A relevância das traduções para a constituição de uma “República Mundial das Letras”, como diz Pascale Casanova em seu livro do mesmo título, depende de uma diversidade de fatores. Desde o valor ou peso relativo de cada idioma no sistema internacional, não apenas literário, até da quantidade e da qualidade das traduções.
Esses intercâmbios culturais podem incluir também elementos de projeção de poder nacional (o famoso soft power) e outras medidas. Mas, em termos de solidez e importância para a compreensão de cada país, as traduções literárias assumem um papel de extrema importância.
Os professores Jefferson Mello (USP) e Sébastien Rozeaux, da Université de Toulouse, lançaram convocação para um número da revista Les Cahiers du FRAMESPA, para trabalhos relacionados ao tema “Brasil literário” no exterior – Perspectivas transnacionais (de 1822 aos nossos dias). A FRAMESPA – France, Amériques, Espagne – Societés, Pouvoirs, Auteurs é a publicação de um laboratório conjunto da Université Toulouse-Jean Jaurès com o CNRS, o equivalente ao CNPq brasileiro. O “Cahiers” é uma revista de história social que se propõe a analisa-la, em suas dinâmicas, desde a Idade Média até hoje, privilegiando as aproximações e aberturas para outras ciências humanas e sociais.
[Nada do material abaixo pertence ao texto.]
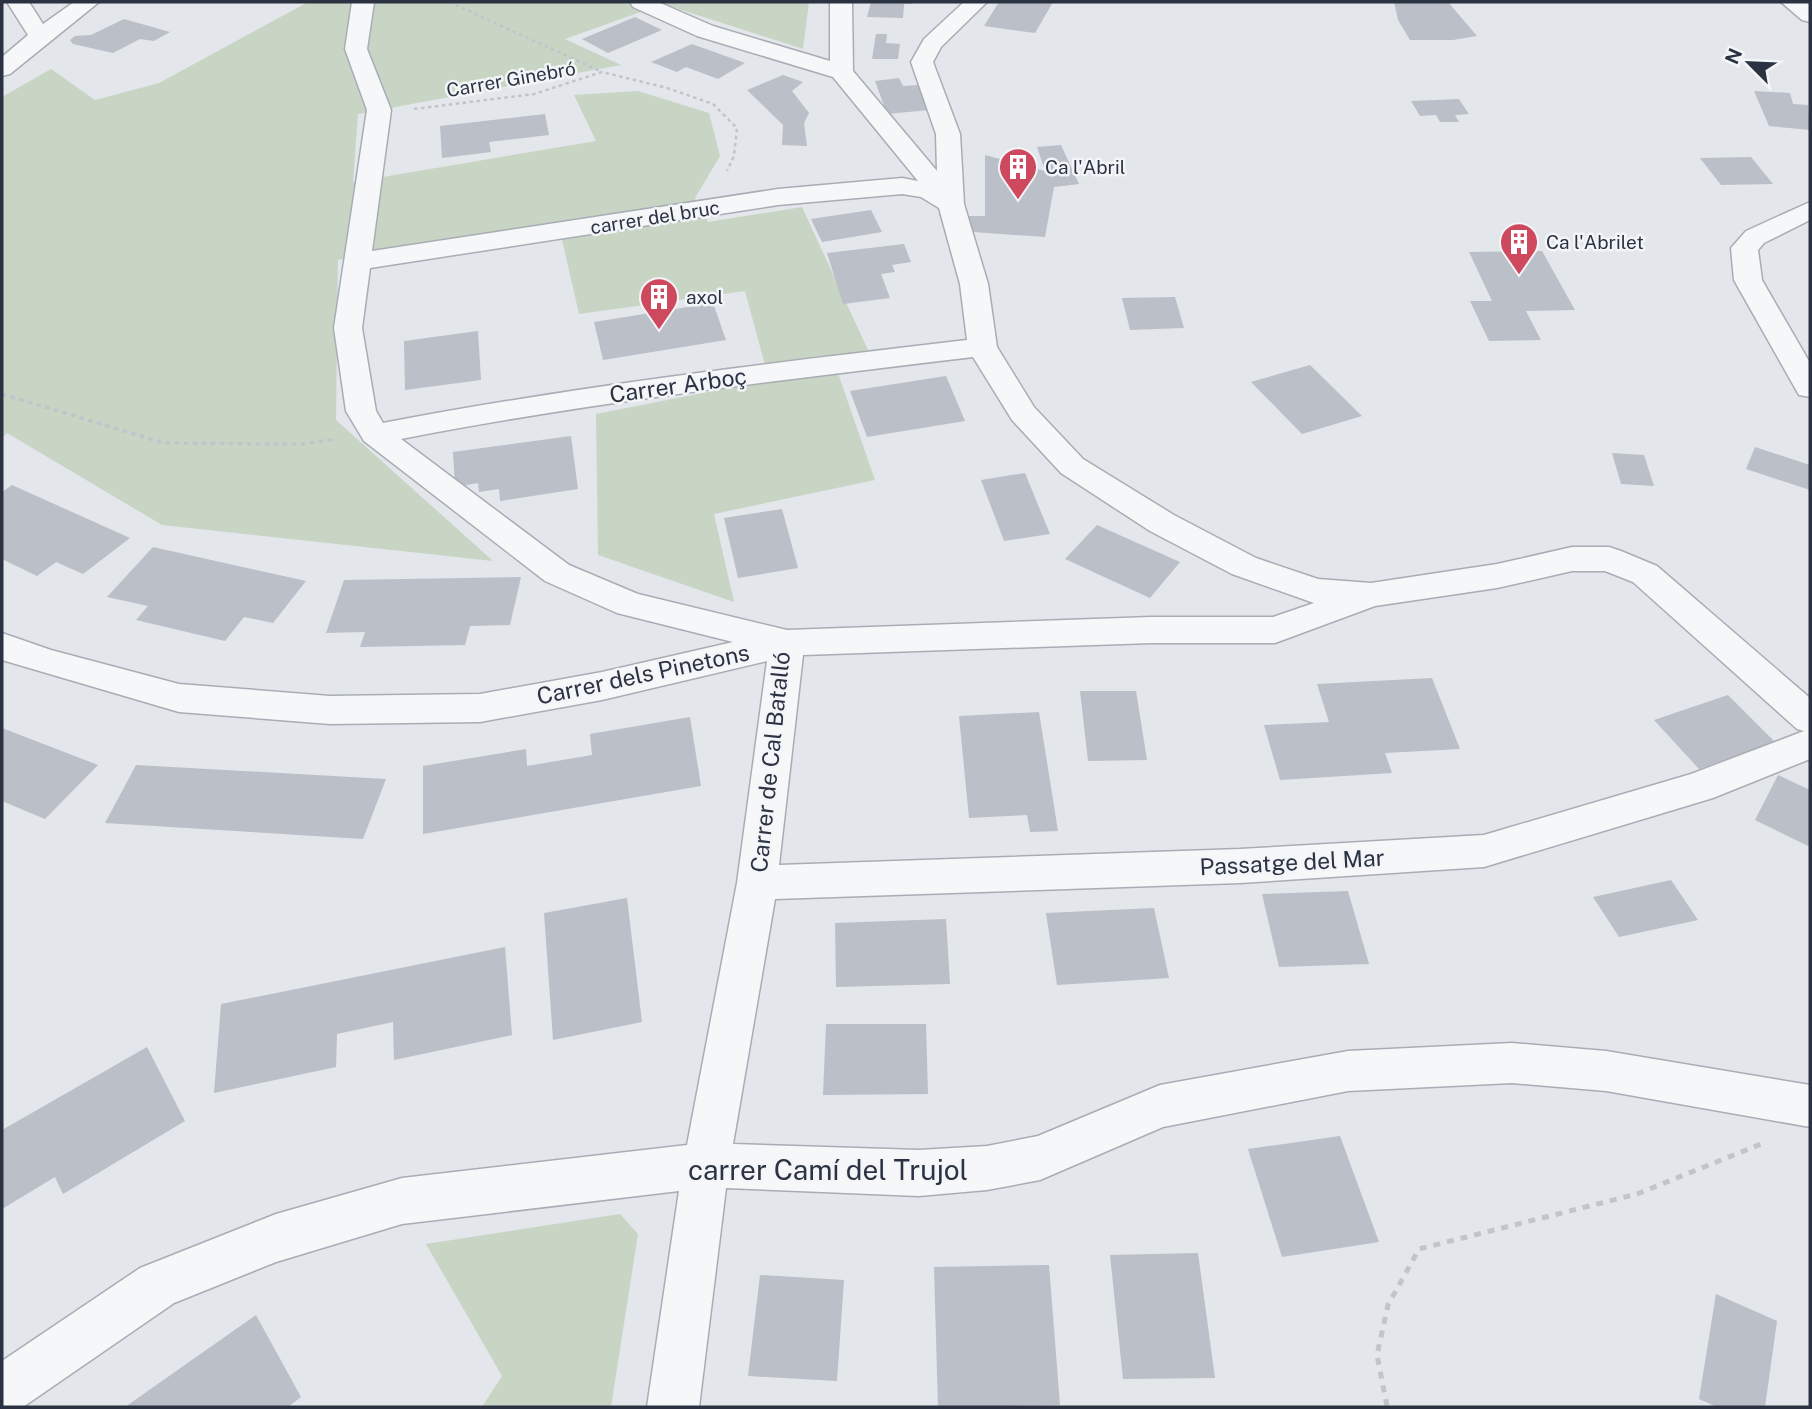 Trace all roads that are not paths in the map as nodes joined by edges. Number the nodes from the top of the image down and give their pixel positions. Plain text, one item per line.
1 (18, 2) edge
2 (88, 2) edge
3 (363, 2) edge
4 (641, 2) edge
5 (841, 2) edge
6 (976, 2) edge
7 (1792, 2) edge
8 (1810, 15) edge
9 (40, 36) junction
10 (2, 68) edge
11 (841, 72) junction
12 (951, 204) junction
13 (1810, 210) edge
14 (356, 262) junction
15 (982, 347) junction
16 (1810, 388) edge
17 (375, 434) junction
18 (1371, 595) junction
19 (787, 643) junction
20 (2, 646) edge
21 (1810, 719) edge
22 (1810, 744) edge
23 (757, 883) junction
24 (1810, 1106) edge
25 (706, 1165) junction
26 (2, 1391) edge
27 (673, 1407) edge

1 - 9 street
2 - 9 street
3 - 14 street, Carrer de Cal Batalló
4 - 11 street
5 - 11 street
6 - 12 street
7 - 8 street
9 - 10 street
11 - 12 street
12 - 14 street, carrer del bruc
12 - 15 street
13 - 16 street
14 - 17 street, Carrer de Cal Batalló
15 - 17 street, Carrer Arboç
15 - 18 street
17 - 19 street, Carrer de Cal Batalló
18 - 19 street, Carrer dels Pinetons
18 - 21 street
19 - 20 street, Carrer dels Pinetons
19 - 23 street, Carrer de Cal Batalló
22 - 23 street, Passatge del Mar
23 - 25 street, Carrer de Cal Batalló
24 - 25 street, carrer Camí del Trujol
25 - 26 street, carrer Camí del Trujol
25 - 27 street, Carrer de Cal Batalló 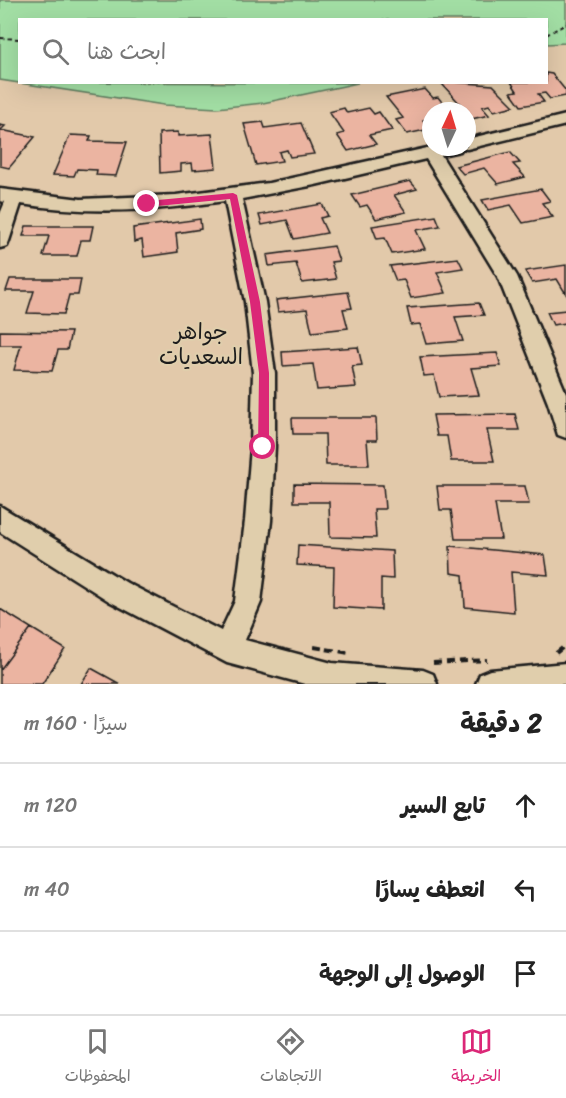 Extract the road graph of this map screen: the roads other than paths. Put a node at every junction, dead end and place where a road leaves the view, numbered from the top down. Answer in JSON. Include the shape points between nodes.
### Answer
{"nodes":[{"id":1,"x":566,"y":120,"type":"edge"},
{"id":2,"x":547,"y":124,"type":"junction"},
{"id":3,"x":566,"y":124,"type":"edge"},
{"id":4,"x":476,"y":142,"type":"edge"},
{"id":5,"x":422,"y":155,"type":"edge"},
{"id":6,"x":433,"y":156,"type":"edge"},
{"id":7,"x":233,"y":195,"type":"junction"},
{"id":8,"x":8,"y":196,"type":"edge"},
{"id":9,"x":0,"y":241,"type":"edge"},
{"id":10,"x":566,"y":428,"type":"edge"},
{"id":11,"x":0,"y":518,"type":"edge"},
{"id":12,"x":227,"y":649,"type":"junction"},
{"id":13,"x":492,"y":672,"type":"edge"},
{"id":14,"x":423,"y":673,"type":"edge"},
{"id":15,"x":566,"y":677,"type":"edge"}],
"edges":[{"from":1,"to":2,"type":"street"},
{"from":2,"to":3,"type":"street"},
{"from":2,"to":4,"type":"street"},
{"from":5,"to":7,"type":"street"},
{"from":6,"to":10,"type":"street","via":[[507,276]]},
{"from":7,"to":8,"type":"street","via":[[80,205]]},
{"from":7,"to":12,"type":"street","via":[[255,302],[264,373],[258,521],[248,602]]},
{"from":8,"to":9,"type":"street"},
{"from":11,"to":12,"type":"street","via":[[118,592]]},
{"from":12,"to":14,"type":"street","via":[[332,677]]},
{"from":13,"to":15,"type":"street"}]}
As propostas de produção de trabalhos para a publicação terão no máximo 500 palavras, acompanhadas por uma breve apresentação biobibliográfica, e devem ser enviadas até dia 10 de dezembro de 2018, usando estes dois endereços: sebastien.rozeaux@univ-tlse2.fr e jefferson@usp.br.
O professor Jefferson Mello começou a se interessar pela questão ao preparar sua tese sobre a difusão da obra de Bernardo Carvalho na França. O professor Roseaux pesquisou sobre a fragilidade de um espaço literário transatlântico (Portugal-Brasil-Países africanos de língua portuguesa), a partir de como é tratada a literatura brasileira no “Dicionário bibliográfico português” de Inocêncio Francisco da Silva, a monumental obra que continua sendo atualizada e hoje já tem mais de 25 volumes publicados.
Jefferson Mello lembra que já existe uma bibliografia relativamente grande sobre o assunto. O tema, aliás, é suscitado desde o famoso ensaio de Machado de Assis, “O Instinto de Nacionalidade”. O professor argumenta que, apesar do crescimento recente das influências culturais dos EUA, a cultura europeia, particularmente a francesa, foi decisiva na formação dos conceitos de nacionalidade, “em nome de um ideário de civilização que assumiu sua estreita filiação com a Europa”.
As trocas culturais são objeto constante de pesquisas em ciências sociais e política, e o tema, quando aponta especificamente para a Literatura, objeto de grande interesse para a Literatura Comparada.
O chamamento, portanto, permite a apresentação de trabalhos com escopo bem amplo. Inclui desde as modalidades de recepção das diferentes correntes literárias, até o papel das instituições culturais e ações políticas (específicas ou como manifestação de soft-power), passando por análises sobre a trajetória dos mediadores culturais dessa relação. Lembra ele que esse papel foi exercido por historiadores e ensaístas, como Varnhagen, Joaquim Nabuco e Gilberto Freyre, e também por escritores que alcançam repercussão e consagração internacional, como Mário de Andrade, Guimarães Rosa, Jorge Amado e Clarice Lispector. Inclui-se nessa perspectiva, também, eventuais estudos sobre autores das novas gerações brasileiras, inclusive na perspectiva comparada.
Jefferson Mello teve cursos na EHESS – École des Hautes Études em Sciences Sociales, e as perspectivas teóricas das análises de Pierre Bourdieu e de Pascale Casanova orientaram suas abordagens na tese sobre a difusão de Bernardo Carvalho.
A conjunção de esforços entre professores de Literatura e História permite uma visão dinâmica e temporal de um processo de certa forma parecido com o Mapeamento da Literatura Brasileira do IC. A perspectiva do Mapeamento volta-se essencialmente para as relações e o dinamismo que estabelece com um número bem definido de agentes. A publicação pretendida pretende outro tipo de abordagem. “Já se constatou, por exemplo, que escritores das antigas colônias – Angola, Moçambique, Cabo Verde – tinham e tiveram uma relação de admiração e incorporação de padrões literários que os aproximava muito mais do Brasil que de Portugal. Essa é uma triangulação importante para ser estudada”.
Os artigos selecionados (durante o mês de dezembro) deverão estar prontos para o dia 26 de abril de 2019. Deverão ainda estar de acordo com as normas da revista, disponíveis no site.